BuickGN;1713957 They are being made again said:


> No ****?! I need to mosey on over there & update myself.


----------



## Sound Suggestions (Dec 5, 2010)

BuickGN said:


> Both of those are excellent.
> I went with two 15s because it cuts excursion in half. These things have no visible excirsion during normal operation. They're always in a very linear range with little distortion and on those days I feel like getting stupid loud I can do that too.
> 
> But again, your current sub does very well IB. You could try it out for under $50 and even add another.

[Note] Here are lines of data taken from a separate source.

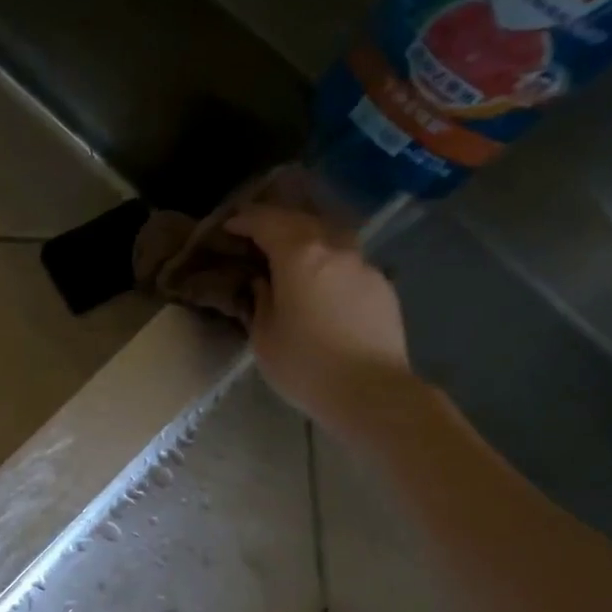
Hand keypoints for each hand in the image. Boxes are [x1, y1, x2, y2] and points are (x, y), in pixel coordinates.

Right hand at [225, 203, 419, 436]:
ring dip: (307, 238)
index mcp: (300, 257)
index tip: (230, 225)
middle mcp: (335, 249)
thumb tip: (263, 282)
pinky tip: (321, 282)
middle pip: (302, 221)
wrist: (370, 391)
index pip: (268, 223)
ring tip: (291, 252)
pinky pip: (348, 262)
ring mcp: (364, 266)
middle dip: (276, 222)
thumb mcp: (264, 337)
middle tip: (256, 232)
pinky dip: (328, 262)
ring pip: (331, 237)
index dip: (246, 220)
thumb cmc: (305, 366)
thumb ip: (261, 300)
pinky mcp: (382, 286)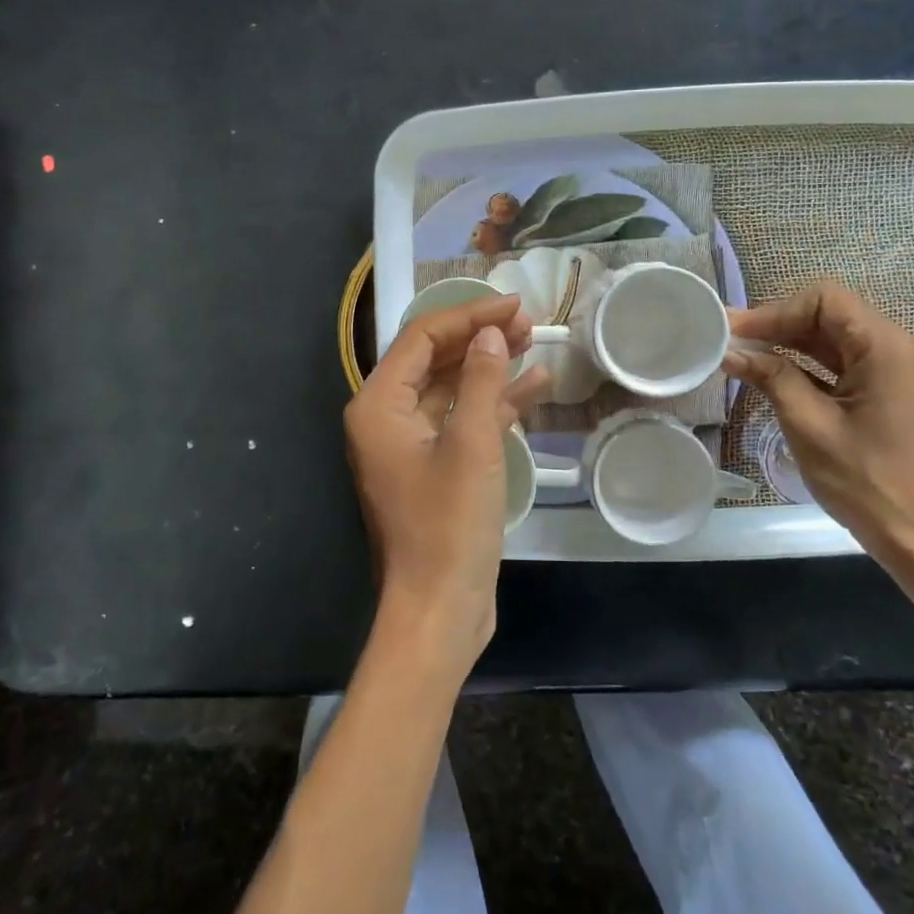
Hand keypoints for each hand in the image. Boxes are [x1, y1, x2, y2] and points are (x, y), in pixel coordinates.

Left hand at [344, 295, 548, 677]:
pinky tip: (535, 386)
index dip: (468, 315)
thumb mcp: (471, 444)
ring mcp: (411, 445)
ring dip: (490, 366)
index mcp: (379, 406)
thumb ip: (480, 380)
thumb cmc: (449, 524)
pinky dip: (494, 404)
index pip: (421, 338)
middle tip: (527, 321)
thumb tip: (490, 333)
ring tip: (534, 342)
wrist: (439, 609)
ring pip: (451, 388)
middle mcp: (387, 418)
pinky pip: (463, 421)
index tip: (513, 304)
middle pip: (435, 359)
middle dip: (479, 337)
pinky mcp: (436, 467)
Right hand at [721, 283, 913, 571]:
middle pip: (834, 316)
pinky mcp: (903, 392)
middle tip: (732, 342)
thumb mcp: (809, 426)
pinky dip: (816, 365)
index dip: (775, 310)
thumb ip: (770, 377)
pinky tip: (779, 374)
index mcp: (890, 349)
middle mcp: (907, 349)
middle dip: (781, 326)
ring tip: (747, 356)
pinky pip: (854, 363)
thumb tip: (730, 351)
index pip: (826, 300)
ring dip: (795, 345)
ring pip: (841, 339)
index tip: (736, 331)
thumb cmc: (866, 483)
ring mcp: (908, 371)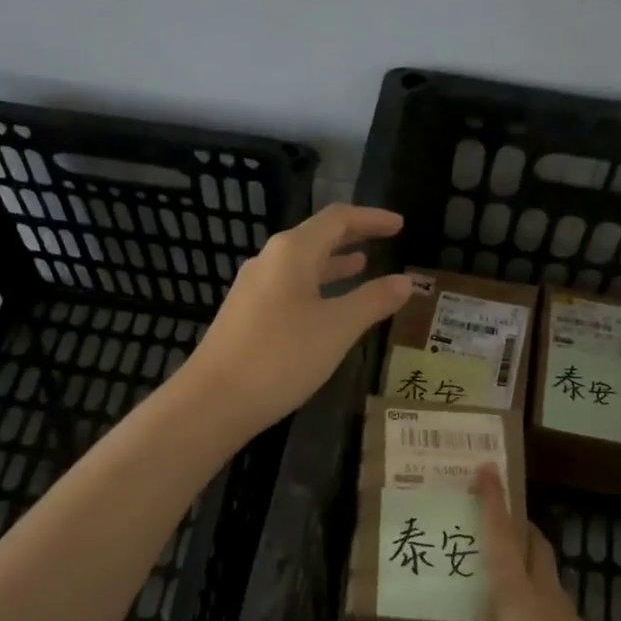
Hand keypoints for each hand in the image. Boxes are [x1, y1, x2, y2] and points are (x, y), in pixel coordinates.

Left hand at [185, 203, 412, 433]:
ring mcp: (253, 289)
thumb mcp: (337, 328)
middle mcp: (269, 261)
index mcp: (292, 252)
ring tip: (362, 266)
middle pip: (316, 237)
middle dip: (352, 237)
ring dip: (333, 263)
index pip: (337, 219)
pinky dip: (316, 288)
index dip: (371, 219)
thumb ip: (373, 301)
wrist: (214, 401)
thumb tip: (406, 281)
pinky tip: (327, 308)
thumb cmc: (281, 357)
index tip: (400, 224)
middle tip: (384, 239)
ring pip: (301, 265)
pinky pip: (289, 288)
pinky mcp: (246, 315)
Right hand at [411, 467, 620, 620]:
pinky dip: (529, 584)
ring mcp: (563, 610)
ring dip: (523, 550)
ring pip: (542, 565)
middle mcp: (542, 590)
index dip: (494, 500)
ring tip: (494, 556)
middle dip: (515, 520)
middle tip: (490, 512)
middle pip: (532, 541)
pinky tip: (513, 609)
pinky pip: (546, 592)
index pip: (502, 534)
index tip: (488, 467)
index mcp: (517, 591)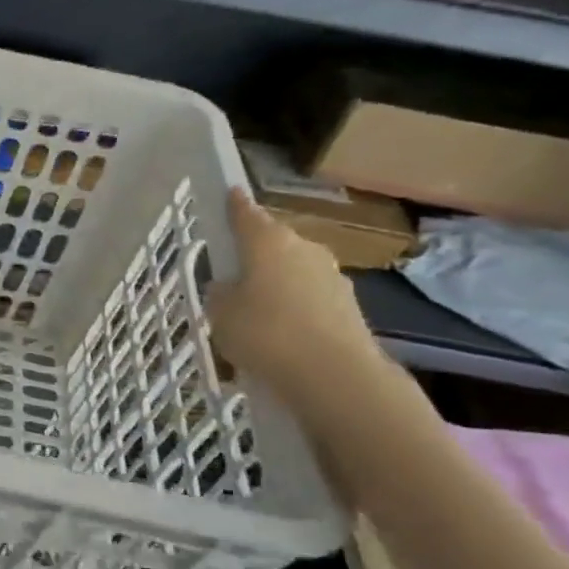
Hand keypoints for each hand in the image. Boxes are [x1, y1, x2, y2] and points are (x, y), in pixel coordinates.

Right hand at [206, 188, 385, 409]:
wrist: (334, 375)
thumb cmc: (265, 333)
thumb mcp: (219, 314)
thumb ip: (220, 294)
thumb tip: (228, 287)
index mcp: (268, 241)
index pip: (246, 213)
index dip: (234, 205)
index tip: (229, 193)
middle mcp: (304, 249)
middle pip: (273, 244)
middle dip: (254, 256)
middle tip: (232, 277)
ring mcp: (332, 277)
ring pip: (293, 273)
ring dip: (276, 287)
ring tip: (254, 317)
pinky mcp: (348, 308)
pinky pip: (310, 302)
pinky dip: (294, 312)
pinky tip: (279, 338)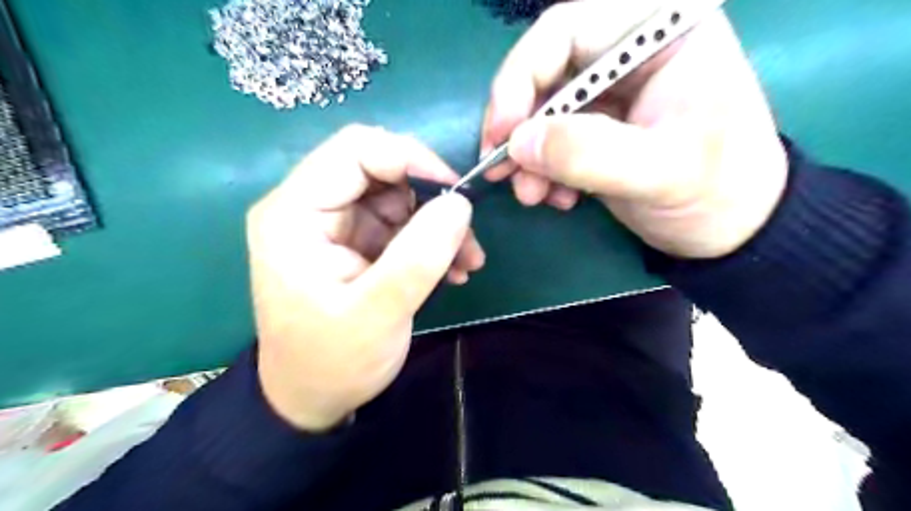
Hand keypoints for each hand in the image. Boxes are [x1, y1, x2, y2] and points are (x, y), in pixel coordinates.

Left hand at [243, 124, 482, 429]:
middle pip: (379, 169)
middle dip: (431, 198)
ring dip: (437, 223)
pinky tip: (452, 270)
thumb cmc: (333, 362)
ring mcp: (333, 225)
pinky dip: (429, 240)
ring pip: (397, 196)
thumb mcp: (378, 314)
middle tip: (467, 237)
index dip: (411, 159)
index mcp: (294, 214)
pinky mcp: (353, 242)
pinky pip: (399, 223)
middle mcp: (309, 207)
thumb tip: (460, 203)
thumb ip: (419, 256)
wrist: (312, 398)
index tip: (456, 193)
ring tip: (466, 262)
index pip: (355, 150)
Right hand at [484, 0, 790, 258]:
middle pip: (543, 71)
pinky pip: (549, 141)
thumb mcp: (662, 172)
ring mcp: (608, 94)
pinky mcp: (595, 130)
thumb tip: (518, 142)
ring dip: (525, 156)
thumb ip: (591, 153)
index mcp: (660, 32)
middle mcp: (627, 53)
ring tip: (531, 196)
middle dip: (518, 126)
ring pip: (540, 110)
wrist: (730, 229)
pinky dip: (541, 170)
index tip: (504, 132)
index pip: (566, 28)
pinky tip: (555, 198)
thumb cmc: (718, 191)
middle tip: (502, 171)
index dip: (521, 75)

That's what I'm kind of looking for (effortless bass), it seems like I'm always pushing the sub to its limit. I find when (historically) with sealed enclosure and 1 driver that I always push the driver to the point of compression (near) distortion level (I'm not a bass head, but I love my music loud and dynamic!) I wonder who distributes AE in Canada and or would AE ship to me directly? I will call them tomorrow! Thx for the input guys, I really appreciate your contribution


Sent from my iPhone using DIYMA


----------



## JoeHemi57 (Mar 28, 2006)

What about the JBL wGTi IB? I am looking at a single 10 for my FR-S and the only way to fit that monster in my trunk and keep a little space is IB. I have ~425w at3ohm available for it.


----------



## chithead (Mar 19, 2008)

The W10Gti is terrible, won't work for you. I'll have to buy that one instead 

Just kidding, actually there was a member here that ran their W10GTi IB, and seemed to really enjoy it.


----------



## glidn (Apr 21, 2007)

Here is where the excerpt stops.